_Work request_
Match the word "size". Return each line of the data below where it appears.

:: Data supplied ::

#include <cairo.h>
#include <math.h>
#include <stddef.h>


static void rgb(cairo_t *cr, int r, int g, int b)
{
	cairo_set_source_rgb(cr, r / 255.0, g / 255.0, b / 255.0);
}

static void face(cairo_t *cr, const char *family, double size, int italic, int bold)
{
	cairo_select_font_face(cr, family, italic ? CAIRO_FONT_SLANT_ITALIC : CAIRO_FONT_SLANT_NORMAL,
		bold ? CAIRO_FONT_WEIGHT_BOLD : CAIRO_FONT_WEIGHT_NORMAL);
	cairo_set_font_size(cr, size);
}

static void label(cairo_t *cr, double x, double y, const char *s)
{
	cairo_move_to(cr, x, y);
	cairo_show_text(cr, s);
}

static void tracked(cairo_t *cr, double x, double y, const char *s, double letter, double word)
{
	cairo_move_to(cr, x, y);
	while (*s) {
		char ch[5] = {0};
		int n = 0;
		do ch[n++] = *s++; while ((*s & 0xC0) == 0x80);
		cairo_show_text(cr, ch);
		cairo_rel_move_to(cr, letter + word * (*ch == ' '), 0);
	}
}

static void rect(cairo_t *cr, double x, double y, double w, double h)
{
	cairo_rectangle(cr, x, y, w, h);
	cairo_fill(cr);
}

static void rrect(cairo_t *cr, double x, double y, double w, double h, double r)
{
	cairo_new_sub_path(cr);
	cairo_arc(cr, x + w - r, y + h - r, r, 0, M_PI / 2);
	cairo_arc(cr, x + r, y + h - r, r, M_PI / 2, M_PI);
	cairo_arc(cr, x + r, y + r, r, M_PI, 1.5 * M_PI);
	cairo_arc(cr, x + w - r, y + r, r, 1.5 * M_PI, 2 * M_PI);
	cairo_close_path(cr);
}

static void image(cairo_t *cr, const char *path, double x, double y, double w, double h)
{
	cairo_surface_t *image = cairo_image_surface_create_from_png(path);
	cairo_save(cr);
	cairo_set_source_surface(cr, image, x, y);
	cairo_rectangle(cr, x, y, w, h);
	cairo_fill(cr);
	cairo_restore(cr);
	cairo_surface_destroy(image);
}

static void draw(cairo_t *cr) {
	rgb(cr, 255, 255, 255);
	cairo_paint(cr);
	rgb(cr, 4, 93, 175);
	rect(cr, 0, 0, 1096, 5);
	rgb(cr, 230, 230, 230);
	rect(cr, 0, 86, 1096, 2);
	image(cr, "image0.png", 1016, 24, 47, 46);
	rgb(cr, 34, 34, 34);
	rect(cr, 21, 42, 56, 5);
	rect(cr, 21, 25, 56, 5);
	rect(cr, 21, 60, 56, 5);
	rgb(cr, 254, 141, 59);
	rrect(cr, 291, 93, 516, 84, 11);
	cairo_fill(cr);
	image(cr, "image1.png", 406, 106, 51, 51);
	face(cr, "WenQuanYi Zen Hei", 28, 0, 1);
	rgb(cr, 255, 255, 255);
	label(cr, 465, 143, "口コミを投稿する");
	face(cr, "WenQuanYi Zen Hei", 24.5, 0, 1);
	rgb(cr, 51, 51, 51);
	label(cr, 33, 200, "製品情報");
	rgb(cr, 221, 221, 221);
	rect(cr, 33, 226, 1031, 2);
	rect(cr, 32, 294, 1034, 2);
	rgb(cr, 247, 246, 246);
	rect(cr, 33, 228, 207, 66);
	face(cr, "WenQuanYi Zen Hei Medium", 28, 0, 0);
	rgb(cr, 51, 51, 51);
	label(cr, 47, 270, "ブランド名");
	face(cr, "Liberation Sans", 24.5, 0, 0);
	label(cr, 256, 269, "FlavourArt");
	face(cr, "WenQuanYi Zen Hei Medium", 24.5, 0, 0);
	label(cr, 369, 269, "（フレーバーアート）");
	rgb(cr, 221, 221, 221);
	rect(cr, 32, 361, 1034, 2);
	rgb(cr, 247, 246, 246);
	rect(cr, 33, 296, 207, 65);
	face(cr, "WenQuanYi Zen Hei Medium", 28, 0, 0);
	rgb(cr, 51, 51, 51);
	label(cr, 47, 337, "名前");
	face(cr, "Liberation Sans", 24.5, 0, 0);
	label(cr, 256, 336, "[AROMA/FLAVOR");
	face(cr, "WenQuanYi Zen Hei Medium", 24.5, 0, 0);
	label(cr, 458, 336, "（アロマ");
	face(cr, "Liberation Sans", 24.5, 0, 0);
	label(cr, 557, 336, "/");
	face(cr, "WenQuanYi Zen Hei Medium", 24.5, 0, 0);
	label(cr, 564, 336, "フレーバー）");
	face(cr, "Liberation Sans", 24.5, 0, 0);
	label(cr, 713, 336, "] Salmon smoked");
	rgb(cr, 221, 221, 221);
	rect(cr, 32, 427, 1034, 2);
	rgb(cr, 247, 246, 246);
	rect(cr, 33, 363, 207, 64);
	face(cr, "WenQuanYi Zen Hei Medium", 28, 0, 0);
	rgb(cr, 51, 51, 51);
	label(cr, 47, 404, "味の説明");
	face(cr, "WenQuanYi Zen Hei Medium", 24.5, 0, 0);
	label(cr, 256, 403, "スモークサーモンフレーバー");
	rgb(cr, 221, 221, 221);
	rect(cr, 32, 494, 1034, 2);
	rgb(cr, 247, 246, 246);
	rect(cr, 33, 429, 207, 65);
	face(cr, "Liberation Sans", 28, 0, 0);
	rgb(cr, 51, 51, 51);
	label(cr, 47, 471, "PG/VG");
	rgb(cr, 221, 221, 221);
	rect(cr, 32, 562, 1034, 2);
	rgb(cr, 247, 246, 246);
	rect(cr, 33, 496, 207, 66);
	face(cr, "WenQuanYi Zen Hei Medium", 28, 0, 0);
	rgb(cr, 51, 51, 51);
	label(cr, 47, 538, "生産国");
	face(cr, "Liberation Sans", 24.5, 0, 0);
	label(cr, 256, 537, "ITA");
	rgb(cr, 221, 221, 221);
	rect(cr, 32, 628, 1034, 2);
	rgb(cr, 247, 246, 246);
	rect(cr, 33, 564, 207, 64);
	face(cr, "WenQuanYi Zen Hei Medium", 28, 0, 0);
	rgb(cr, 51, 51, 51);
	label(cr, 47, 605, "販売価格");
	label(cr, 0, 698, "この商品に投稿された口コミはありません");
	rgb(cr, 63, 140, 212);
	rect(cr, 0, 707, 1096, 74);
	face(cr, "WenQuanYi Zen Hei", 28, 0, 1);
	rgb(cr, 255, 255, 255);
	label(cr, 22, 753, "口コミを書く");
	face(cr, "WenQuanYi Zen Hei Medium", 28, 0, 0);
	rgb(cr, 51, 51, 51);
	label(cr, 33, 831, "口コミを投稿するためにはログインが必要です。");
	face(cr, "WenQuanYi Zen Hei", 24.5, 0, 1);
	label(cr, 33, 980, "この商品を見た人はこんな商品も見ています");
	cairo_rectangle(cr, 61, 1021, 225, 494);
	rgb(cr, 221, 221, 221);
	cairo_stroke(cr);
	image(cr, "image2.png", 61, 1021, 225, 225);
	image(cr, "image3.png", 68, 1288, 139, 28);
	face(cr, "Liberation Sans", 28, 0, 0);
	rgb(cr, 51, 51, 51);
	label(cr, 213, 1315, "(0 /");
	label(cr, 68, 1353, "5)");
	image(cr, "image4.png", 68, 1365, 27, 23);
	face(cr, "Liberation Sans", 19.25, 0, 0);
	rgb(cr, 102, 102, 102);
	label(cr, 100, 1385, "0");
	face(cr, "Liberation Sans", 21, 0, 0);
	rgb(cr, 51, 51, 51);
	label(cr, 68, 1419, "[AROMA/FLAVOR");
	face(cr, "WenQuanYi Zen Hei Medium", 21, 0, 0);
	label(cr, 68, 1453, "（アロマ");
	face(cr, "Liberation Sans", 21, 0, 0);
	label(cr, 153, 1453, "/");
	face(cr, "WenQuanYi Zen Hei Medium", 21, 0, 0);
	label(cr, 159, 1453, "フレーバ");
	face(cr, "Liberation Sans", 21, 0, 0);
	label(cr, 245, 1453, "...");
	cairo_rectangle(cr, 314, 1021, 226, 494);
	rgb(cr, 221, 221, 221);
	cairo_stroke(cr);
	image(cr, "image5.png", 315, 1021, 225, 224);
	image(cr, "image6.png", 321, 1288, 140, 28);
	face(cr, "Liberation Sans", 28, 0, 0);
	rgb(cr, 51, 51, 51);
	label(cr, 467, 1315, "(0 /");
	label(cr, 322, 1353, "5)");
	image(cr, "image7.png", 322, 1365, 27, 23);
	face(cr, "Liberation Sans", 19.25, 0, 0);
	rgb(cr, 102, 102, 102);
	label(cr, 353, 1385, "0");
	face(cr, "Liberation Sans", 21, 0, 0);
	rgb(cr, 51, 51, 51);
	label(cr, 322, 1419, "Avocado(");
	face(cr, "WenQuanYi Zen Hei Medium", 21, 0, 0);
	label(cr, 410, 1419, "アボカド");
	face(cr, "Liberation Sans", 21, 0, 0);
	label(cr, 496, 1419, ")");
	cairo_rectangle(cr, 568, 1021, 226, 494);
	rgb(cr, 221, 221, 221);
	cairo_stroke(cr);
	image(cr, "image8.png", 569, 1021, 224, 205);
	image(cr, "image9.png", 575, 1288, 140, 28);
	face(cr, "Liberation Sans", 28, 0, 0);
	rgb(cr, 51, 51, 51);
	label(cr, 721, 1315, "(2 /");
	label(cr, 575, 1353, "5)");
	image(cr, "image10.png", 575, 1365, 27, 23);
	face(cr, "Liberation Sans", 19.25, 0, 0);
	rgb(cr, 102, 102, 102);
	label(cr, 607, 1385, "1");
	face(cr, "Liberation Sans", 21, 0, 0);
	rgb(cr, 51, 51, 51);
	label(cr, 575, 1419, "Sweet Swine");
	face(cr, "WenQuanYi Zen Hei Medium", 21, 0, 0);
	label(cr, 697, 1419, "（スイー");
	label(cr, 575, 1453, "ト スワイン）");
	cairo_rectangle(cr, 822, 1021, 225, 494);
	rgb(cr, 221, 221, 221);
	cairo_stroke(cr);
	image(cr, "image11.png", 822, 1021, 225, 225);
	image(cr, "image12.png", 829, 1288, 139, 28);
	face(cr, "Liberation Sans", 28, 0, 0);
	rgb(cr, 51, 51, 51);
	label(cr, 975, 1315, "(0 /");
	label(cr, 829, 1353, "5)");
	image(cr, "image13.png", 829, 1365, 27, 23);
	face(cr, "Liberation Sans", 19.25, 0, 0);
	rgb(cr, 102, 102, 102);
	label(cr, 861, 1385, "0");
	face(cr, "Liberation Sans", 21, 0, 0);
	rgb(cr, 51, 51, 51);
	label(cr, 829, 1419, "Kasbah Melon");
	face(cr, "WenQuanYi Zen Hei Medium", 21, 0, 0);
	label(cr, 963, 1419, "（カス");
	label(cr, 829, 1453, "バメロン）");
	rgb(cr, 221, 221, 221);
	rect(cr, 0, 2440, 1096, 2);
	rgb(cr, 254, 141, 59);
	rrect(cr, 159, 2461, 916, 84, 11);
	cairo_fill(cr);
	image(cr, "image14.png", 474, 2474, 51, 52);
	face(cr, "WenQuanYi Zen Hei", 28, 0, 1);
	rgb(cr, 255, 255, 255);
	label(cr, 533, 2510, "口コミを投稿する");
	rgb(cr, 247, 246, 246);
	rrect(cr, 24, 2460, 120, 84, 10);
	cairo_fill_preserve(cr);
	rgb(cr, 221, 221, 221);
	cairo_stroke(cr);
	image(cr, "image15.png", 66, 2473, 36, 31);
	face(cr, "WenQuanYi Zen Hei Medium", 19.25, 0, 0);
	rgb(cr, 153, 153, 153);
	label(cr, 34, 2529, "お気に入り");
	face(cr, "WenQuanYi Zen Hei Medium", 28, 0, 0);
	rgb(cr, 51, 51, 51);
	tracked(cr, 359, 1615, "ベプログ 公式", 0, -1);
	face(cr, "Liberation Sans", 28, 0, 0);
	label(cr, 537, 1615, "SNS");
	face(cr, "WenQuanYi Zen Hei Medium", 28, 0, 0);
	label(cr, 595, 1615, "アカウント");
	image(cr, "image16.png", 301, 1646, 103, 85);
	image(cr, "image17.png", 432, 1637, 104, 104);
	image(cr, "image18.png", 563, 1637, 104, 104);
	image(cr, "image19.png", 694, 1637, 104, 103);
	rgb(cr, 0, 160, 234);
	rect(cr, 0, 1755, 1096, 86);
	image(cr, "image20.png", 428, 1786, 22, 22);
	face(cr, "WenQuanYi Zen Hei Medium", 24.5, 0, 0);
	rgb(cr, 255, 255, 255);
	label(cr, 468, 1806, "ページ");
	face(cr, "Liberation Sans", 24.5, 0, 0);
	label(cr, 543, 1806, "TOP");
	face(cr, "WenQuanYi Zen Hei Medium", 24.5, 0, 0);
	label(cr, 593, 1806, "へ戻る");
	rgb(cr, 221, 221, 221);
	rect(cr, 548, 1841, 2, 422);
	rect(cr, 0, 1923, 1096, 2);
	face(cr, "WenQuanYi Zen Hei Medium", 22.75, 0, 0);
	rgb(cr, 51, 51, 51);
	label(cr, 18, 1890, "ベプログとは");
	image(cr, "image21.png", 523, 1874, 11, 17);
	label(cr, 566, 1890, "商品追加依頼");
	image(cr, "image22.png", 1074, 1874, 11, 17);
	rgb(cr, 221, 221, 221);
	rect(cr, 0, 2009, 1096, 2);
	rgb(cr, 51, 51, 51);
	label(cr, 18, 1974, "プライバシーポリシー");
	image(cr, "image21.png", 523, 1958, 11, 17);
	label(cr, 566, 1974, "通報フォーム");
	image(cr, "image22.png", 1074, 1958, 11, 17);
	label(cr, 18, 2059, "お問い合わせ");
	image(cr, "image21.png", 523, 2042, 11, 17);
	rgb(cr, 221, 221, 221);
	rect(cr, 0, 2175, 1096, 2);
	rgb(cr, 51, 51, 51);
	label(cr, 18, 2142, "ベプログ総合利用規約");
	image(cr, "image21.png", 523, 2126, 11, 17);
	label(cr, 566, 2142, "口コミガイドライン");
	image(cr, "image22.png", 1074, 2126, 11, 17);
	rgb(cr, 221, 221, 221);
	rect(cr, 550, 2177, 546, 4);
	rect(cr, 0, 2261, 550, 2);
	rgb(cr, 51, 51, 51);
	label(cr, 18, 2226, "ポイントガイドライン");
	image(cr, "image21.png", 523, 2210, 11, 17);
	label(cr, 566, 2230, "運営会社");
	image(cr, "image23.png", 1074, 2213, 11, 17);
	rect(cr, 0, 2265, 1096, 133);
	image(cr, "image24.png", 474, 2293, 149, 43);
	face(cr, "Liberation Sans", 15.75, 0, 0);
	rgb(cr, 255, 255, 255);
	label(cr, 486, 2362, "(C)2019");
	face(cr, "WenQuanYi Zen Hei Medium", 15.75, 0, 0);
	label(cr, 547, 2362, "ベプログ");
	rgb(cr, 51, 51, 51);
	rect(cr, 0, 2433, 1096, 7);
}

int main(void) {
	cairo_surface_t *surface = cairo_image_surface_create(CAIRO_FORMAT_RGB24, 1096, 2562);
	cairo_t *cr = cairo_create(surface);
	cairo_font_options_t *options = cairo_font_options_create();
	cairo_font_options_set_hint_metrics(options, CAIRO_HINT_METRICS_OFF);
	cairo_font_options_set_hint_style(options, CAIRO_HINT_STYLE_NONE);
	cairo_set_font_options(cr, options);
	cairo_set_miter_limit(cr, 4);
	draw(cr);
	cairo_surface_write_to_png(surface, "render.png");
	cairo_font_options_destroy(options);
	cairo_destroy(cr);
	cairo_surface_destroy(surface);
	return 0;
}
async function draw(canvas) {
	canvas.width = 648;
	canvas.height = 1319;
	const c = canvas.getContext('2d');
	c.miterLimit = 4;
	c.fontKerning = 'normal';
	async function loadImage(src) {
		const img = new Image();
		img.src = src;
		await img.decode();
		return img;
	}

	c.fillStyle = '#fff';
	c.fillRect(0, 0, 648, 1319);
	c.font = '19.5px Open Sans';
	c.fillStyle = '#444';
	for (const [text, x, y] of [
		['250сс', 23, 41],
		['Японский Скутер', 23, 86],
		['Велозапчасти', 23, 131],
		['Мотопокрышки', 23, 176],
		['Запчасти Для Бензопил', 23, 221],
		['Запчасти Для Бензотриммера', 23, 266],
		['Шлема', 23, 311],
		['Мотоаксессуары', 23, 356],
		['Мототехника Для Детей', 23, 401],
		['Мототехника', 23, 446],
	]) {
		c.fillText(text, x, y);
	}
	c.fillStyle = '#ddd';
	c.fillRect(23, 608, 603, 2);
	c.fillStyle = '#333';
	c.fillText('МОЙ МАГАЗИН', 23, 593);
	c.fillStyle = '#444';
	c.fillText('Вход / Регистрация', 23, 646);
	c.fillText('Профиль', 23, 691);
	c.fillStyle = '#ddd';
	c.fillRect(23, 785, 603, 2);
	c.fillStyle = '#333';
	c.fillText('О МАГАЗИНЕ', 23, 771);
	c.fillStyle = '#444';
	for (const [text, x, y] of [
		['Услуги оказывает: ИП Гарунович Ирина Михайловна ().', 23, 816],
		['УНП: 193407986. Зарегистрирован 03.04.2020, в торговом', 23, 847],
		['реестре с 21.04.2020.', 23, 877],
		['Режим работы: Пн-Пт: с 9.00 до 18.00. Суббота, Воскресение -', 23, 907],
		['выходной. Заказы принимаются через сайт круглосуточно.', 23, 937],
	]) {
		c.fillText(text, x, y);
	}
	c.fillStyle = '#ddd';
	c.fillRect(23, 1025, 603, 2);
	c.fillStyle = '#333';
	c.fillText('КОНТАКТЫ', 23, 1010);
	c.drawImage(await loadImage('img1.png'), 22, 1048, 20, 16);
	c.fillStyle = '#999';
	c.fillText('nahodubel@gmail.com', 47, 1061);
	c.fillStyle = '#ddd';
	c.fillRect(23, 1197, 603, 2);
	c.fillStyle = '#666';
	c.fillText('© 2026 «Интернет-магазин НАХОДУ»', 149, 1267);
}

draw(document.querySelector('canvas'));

:::

_Response box_
static void face(cairo_t *cr, const char *family, double size, int italic, int bold)
	cairo_set_font_size(cr, size);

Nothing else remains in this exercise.